Notice I didn’t include the north side. You might expect the north side to be cool, but sometimes the late afternoon sun can cause that side to be unbearably hot depending on its exposure to sun.
Plant in a soil mixed with compost and thoroughly water it the first couple of days. The hole should be dug three times wider than the nursery container.
Don’t put this plant in a section of the landscape and then cover the soil in rock. It won’t like it. Use a mulch such as wood chips on top of the soil that adds organics when it rots.

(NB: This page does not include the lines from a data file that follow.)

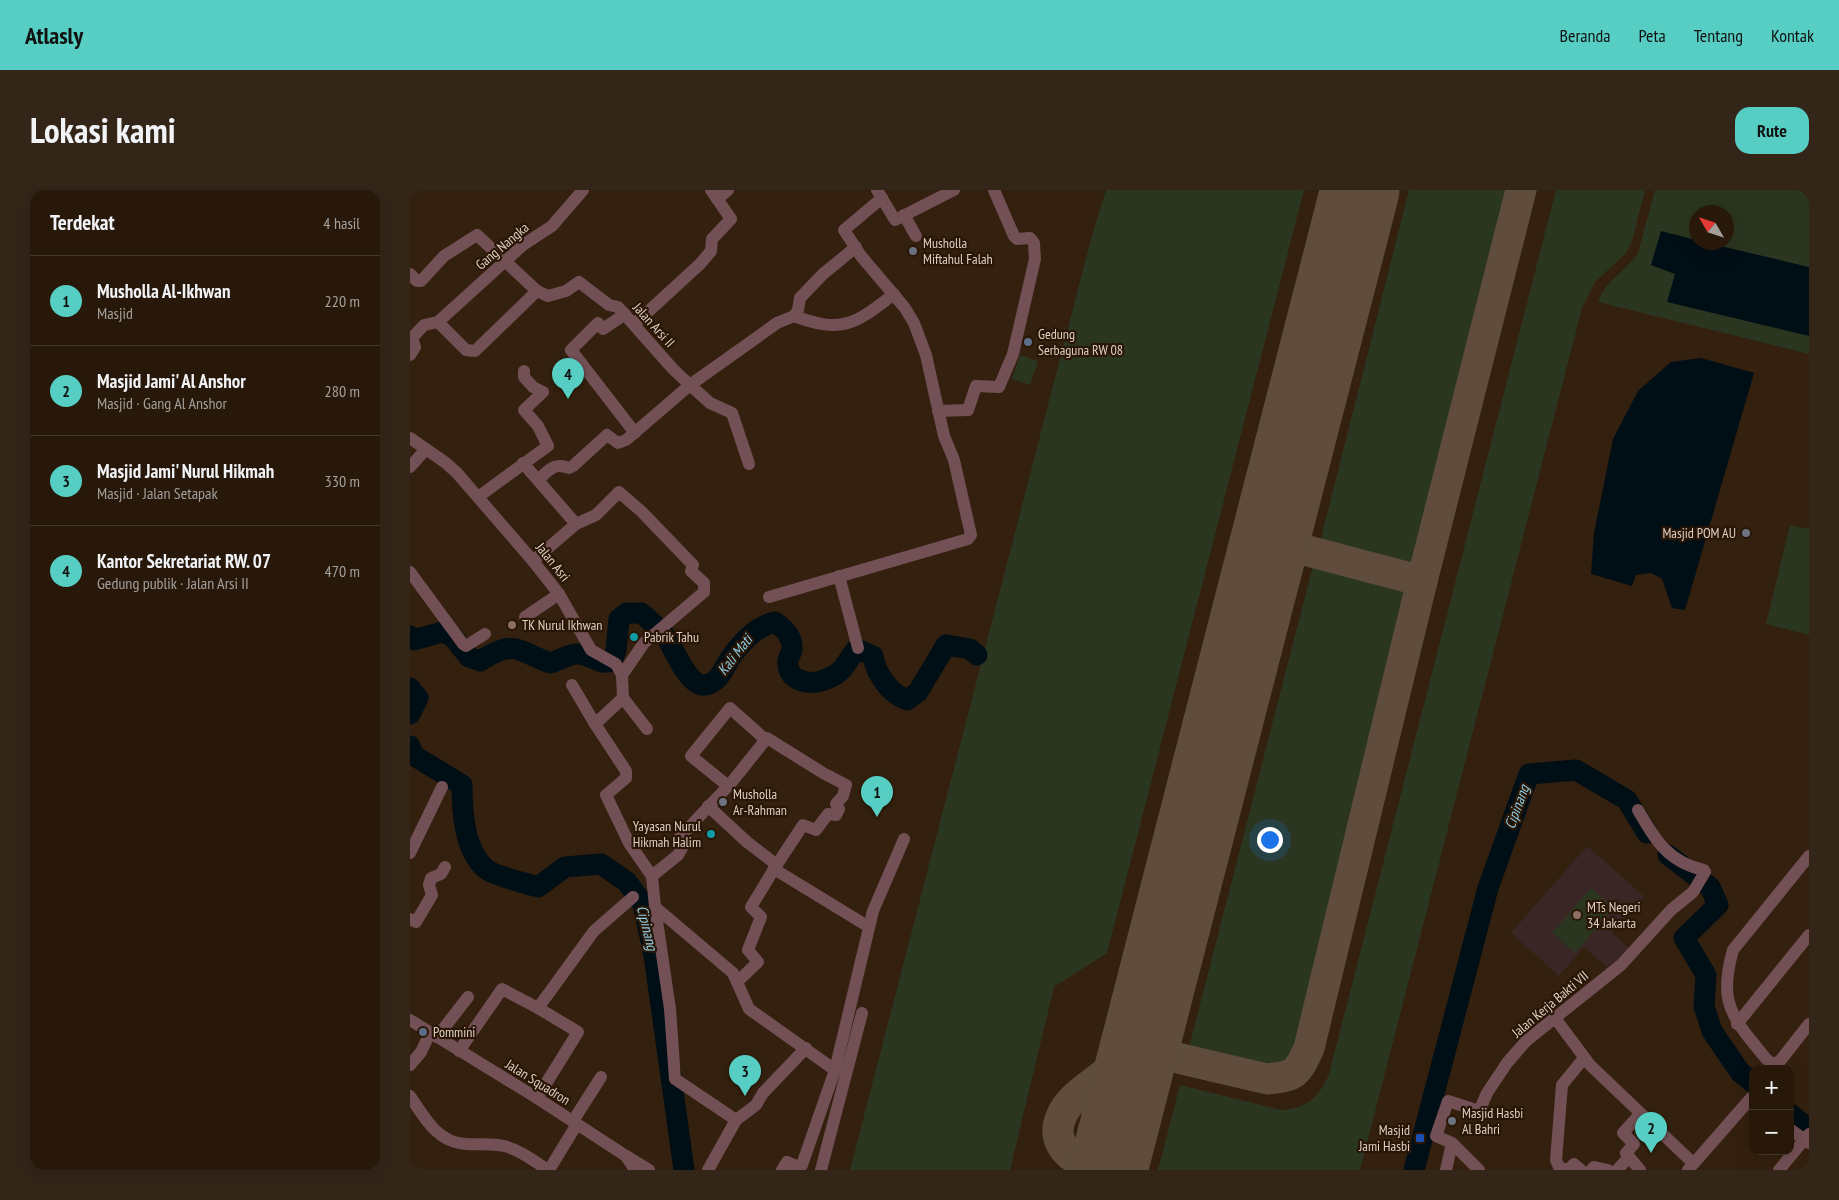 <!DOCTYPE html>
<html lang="id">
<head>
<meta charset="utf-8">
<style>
	:root { --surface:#27180a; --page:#332518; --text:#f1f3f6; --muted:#a4a09c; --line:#43372b; --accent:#56cec3 }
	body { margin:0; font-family:"PT Sans Narrow",sans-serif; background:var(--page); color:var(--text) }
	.controls { position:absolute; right:15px; bottom:15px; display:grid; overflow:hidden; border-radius:10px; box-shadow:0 5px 20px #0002 }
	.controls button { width:45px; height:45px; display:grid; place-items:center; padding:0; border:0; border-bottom:1px solid var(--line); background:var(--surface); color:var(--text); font:25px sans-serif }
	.compass { position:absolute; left:1279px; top:15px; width:45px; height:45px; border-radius:50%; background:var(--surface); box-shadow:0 5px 20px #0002; rotate:309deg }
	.you { position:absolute; left:859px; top:649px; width:18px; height:18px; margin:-12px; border:4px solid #fff; border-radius:50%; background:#1a73e8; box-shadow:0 0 0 8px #1a73e833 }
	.badge { display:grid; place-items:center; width:32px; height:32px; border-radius:50%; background:var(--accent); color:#111; font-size:16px; font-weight:700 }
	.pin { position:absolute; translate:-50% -41px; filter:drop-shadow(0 1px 2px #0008) }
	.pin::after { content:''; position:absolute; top:26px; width:18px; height:15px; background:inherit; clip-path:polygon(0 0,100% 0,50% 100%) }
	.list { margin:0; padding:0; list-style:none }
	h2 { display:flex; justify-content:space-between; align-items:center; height:65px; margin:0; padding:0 20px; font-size:21px }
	h2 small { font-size:16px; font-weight:400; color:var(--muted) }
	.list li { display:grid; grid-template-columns:32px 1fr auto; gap:15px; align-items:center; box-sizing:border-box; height:90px; padding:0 20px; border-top:1px solid var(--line) }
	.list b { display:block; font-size:19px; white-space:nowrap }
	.list p { margin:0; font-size:16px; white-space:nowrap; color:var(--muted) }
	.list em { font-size:16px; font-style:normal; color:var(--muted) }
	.map { position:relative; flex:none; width:1399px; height:980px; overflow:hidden; border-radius:15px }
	header { display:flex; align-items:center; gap:30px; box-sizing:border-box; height:70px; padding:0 25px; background:var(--accent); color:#111 }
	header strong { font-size:24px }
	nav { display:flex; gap:28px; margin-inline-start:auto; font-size:18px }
	.intro { display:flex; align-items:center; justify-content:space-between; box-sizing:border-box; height:120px; padding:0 30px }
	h1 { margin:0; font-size:35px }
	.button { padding:12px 22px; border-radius:15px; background:var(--accent); color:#111; font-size:18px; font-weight:700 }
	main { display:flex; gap:30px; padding:0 30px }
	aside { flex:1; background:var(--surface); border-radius:15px; box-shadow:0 5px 20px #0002 }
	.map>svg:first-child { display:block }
</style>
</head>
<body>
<header>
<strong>Atlasly</strong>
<nav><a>Beranda</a><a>Peta</a><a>Tentang</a><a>Kontak</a></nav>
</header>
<div class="intro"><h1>Lokasi kami</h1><a class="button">Rute</a></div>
<main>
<aside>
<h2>Terdekat<small>4 hasil</small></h2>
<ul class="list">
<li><span class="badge">1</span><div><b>Musholla Al-Ikhwan</b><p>Masjid</p></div><em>220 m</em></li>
<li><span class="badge">2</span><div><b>Masjid Jami' Al Anshor</b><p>Masjid · Gang Al Anshor</p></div><em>280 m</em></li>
<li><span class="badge">3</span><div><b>Masjid Jami' Nurul Hikmah</b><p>Masjid · Jalan Setapak</p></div><em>330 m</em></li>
<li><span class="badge">4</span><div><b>Kantor Sekretariat RW. 07</b><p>Gedung publik · Jalan Arsi II</p></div><em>470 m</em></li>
</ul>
</aside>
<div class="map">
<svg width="1399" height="980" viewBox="0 0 1399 980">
	<rect width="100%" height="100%" fill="#34200e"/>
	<polygon fill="#3a2725" points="1177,656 1234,706 1202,743 1222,761 1201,781 1174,757 1149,786 1101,743"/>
	<g fill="#2b3620" fill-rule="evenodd">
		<polygon points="696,0 894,0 697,763 644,797 600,980 440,980 682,45"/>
		<path d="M 999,0 L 1110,0 L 1023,345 L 899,858 C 894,869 891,880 880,886 C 860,897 798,875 776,869 L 906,364 L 912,365 L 907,364 Z"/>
		<path d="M 1146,0 L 1235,0 L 1222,51 L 1216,63 L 1185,92 L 1172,118 L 950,980 L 748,980 L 770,895 L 871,920 C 897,919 909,907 919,884 Z"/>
		<path d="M 1245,0 L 1399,0 L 1399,164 L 1188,112 C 1195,91 1216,81 1228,63 ZM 1286,22 L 1316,22 L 1316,52 L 1286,52 Z"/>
		<polygon points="610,165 628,171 620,195 602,189"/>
		<polygon points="1380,335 1399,339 1399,445 1356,434"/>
		<polygon points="1181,698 1203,718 1165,763 1142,743"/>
	</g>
	<g fill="#000e16">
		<polygon points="1251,41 1286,50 1286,52 1298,53 1399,77 1399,146 1257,112 1265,84 1241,75"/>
		<polygon points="1291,168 1344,183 1275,420 1262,418 1252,389 1241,383 1226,385 1222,396 1181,384 1184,343 1203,249 1228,201 1261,172"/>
	</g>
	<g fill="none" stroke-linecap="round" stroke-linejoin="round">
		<g stroke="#000e16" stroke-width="21">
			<path d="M 0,446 L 4,450 L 32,442 L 42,446 L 59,467 L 70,471 C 105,449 106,460 140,473 C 148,471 159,464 167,464 C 179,463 189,476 202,471 L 206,460 L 209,429 L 217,423 L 231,423 C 240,430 248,438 256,447 C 264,459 279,498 296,495 C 310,492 314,477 321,467 C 333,451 345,437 365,432 C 375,439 383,447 382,460 C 381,464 378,467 378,471 C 376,490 397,495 411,491 C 423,487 431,483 438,471 C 442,466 442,463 447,459 L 463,466 C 466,484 479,503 497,510 L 508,502 L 536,455 L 560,459 L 567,465"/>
			<polyline points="0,498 8,508 0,524"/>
			<path d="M 0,556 L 3,565 L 52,595 C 52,622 54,660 76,679 C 83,685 117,694 128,697 L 155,677 L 191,674 L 217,692 L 233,714 L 244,765 L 274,980"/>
			<polyline points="1258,665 1300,697 1308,715 1274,748 1296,785 1294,816 1302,841 1330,882 1343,893"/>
			<polyline points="1380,924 1399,939"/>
			<polyline points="1004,980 1078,698 1119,584 1166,580 1217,610 1237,643"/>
		</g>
		<g stroke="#5f4c3c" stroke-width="31">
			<polyline points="860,351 1012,391"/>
			<path d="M 729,859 L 857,889 C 886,886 887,884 899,858 L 1012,391 L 1111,0"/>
			<path d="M 721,892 C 725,921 739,962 703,976 C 673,980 637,959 651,927 C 660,904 689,892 705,874 C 720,855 731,833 741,811"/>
		</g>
		<polyline stroke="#5f4c3c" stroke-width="79" points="698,980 950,0"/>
		<g stroke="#735055" stroke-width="12">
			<polyline points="467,0 485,30 544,0"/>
			<polyline points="307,9 318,0"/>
			<polyline points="494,25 506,46"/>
			<polyline points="0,84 7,91 11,91 34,66 67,45 127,101"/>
			<polyline points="215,124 193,139 188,133 161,160 225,243"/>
			<path d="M 384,126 C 433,144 445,134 484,104"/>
			<polyline points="28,132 113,55 142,36 173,0"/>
			<polyline points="223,132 229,130 290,74 301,61 302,49 321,29 301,0"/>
			<polyline points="0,165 5,157 2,148 14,135 28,132 56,160 65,161 127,101 138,106 156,101 169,92 199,115 208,117 263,179 280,195 367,133 384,126 388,120 390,108 413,84 446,57"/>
			<polyline points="528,221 558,220 566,196 589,197 603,164 625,69 624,53 620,48 607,49 604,46 584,0"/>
			<polyline points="0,248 36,273 47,283 123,371 149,404 181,460 206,474 212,485 213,508 185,534 216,581 216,588 196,605 219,653 242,686 245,717 323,783 339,819 425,880"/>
			<polyline points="113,273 166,334"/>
			<polyline points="0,277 16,259"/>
			<path d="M 128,290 C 139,280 144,272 159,278 L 163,276 L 197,245 L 208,253 L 216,250 L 280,195 L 300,213 L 322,223 L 339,274"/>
			<polyline points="68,307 138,256 128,236 114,220 133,202 123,197 114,187 114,181"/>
			<polyline points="123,371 166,334 186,325 209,302 232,322 283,375 281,381 294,393 294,402 234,453 212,485"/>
			<polyline points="0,382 53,454 56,456 75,444"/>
			<polyline points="429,386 448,458"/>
			<polyline points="359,407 558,349 561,345 544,270 534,246 516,165 504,133 495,118 451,66 434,40 472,8"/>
			<polyline points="115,427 149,404"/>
			<polyline points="162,495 185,534"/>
			<polyline points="213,508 237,539"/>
			<polyline points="318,596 281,566 320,518 356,550"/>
			<polyline points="298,616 337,652 367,675"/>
			<polyline points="0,663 32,597"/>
			<path d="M 1399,666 L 1323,760 C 1311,802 1316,821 1344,854 C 1349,860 1355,869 1362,874 L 1370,871 L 1399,834"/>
			<polyline points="242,686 268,665 272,658 268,649 321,593 357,548 413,583 436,595 433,606 426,614 429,619 426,625 418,624 406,640 393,635 364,679"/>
			<polyline points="245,717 260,819 265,889 326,930"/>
			<polyline points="0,729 6,732 22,705 19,695 21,688 31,684 35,677"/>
			<polyline points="327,792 348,772 338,760 351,727 341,717 364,679 459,737"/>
			<polyline points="1145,828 1180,875 1283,973"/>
			<polyline points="1327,834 1399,745"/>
			<polyline points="27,847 58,807"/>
			<polyline points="49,861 92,799 128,818"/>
			<polyline points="0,875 11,862 20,843"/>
			<path d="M 0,906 C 14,927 27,952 55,954 C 68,955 81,953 94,956 C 110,960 124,971 138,980"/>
			<polyline points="127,908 168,842 128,818 184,741 223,707"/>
			<polyline points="326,930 346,915 353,903 396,858"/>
			<polyline points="163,931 191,887"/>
			<polyline points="1380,939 1399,953"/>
			<polyline points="216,966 239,980"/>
			<polyline points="1219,967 1230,980"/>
			<polyline points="139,980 167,934"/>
			<polyline points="298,980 326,930"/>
			<polyline points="372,980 377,972 389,977 392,975 425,880 463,721 494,649"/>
			<polyline points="411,980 452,823"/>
			<polyline points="1036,980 1042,953"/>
			<path d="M 1069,980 L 1042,953 L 1026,946 L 1038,911 L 1066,920 L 1070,919 L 1077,903 L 1097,873 L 1116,851 L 1211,775 L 1261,720 L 1283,702 L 1295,682 L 1294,680 C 1258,672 1245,650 1228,620"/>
			<polyline points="1171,980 1164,974 1159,979 1150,979 1146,970 1152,895 1174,868"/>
			<polyline points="1181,980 1184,977 1198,980"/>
			<polyline points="1207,980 1219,967 1216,963 1224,954 1213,943 1230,924"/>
			<polyline points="1278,980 1341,908 1343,909"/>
			<polyline points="1369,980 1399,944"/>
		</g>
		<polyline stroke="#735055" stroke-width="12" points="0,830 127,908 216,966 225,980"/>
	</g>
	<g fill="#6b7280" stroke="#2a1605" stroke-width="2">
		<circle cx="503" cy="61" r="5"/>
		<circle cx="1336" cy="343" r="5"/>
		<circle cx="313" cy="612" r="5"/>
		<circle cx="1042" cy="931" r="5"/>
	</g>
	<g fill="#5c6f8a" stroke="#2a1605" stroke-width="2">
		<circle cx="618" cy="152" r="5"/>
		<circle cx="13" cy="842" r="5"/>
	</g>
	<g fill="#8d6e63" stroke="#2a1605" stroke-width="2">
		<circle cx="102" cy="435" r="5"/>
		<circle cx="1167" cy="725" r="5"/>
	</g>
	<g fill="#0f9aa8" stroke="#2a1605" stroke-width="2">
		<circle cx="224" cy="447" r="5"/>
		<circle cx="301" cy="644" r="5"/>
	</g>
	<rect fill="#1a4fb4" stroke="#2a1605" stroke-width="2" x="1005" y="943" width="10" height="10" rx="2.5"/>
	<g text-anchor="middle" stroke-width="4.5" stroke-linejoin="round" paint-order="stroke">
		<g font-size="14" fill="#ded0c6" stroke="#2a1605" text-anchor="start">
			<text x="513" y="58">Musholla<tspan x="513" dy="16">Miftahul Falah</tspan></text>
			<text x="628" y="149">Gedung<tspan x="628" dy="16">Serbaguna RW 08</tspan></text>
			<text x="1326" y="348" text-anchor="end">Masjid POM AU</text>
			<text x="112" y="440">TK Nurul Ikhwan</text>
			<text x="234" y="452">Pabrik Tahu</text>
			<text x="323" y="609">Musholla<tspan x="323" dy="16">Ar-Rahman</tspan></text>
			<text x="291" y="641" text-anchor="end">Yayasan Nurul<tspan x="291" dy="16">Hikmah Halim</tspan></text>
			<text x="1177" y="722">MTs Negeri<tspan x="1177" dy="16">34 Jakarta</tspan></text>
			<text x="23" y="847">Pommini</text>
			<text x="1052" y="928">Masjid Hasbi<tspan x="1052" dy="16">Al Bahri</tspan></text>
			<text x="1000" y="945" text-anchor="end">Masjid<tspan x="1000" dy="16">Jami Hasbi</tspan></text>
		</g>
		<g font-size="14" fill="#ded0c6" stroke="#2a1605">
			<text transform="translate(92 56) rotate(-40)" y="5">Gang Nangka</text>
			<text transform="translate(244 135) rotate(48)" y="5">Jalan Arsi II</text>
			<text transform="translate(143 372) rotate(51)" y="5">Jalan Asri</text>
			<text transform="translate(1140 814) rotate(-40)" y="5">Jalan Kerja Bakti VII</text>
			<text transform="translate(128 892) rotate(32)" y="5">Jalan Squadron</text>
		</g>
		<g font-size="15" font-style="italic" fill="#8ccbe5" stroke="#2a1605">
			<text transform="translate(325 465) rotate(-52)" y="5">Kali Mati</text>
			<text transform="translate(1107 617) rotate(-70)" y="5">Cipinang</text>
			<text transform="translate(237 738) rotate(76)" y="5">Cipinang</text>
		</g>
	</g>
</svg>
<div class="controls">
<button>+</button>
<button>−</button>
</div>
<svg class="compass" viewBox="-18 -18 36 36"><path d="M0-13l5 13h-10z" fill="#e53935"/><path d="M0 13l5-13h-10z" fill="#a4a09c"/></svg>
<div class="you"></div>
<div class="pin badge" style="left:467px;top:627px">1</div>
<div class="pin badge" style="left:1241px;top:963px">2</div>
<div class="pin badge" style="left:335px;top:906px">3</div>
<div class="pin badge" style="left:158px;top:209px">4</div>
</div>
</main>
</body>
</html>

Next is wind. They don’t like wind. Constructing a windbreak will help. Wind damage is not your flower problem but results in torn young leaves and tattered flowers.
Lastly, pest problems like thrips can cause what you are seeing and it’s a possibility. Personally, going on the information you sent me, I think it’s probably planted in the wrong location in your landscape.
Q: Last spring I acquired two yellow flowering hibiscuses. They overwintered in my garden room, which is cool with plenty of light. Now outside, their flowers are pinkish-red and gorgeous. No yellow flowers are seen. Have you heard of this?
A: Two types of hibiscus are out there: tropical hibiscus and a temperate hibiscus. They each have different genetics and breeding programs.
You probably have a tropical hibiscus, which has a lot more flower color possibilities. Tropical hibiscus produces some strange but beautiful flowers. Some hibiscus turn different colors as the flower gets older. Some are multicolored.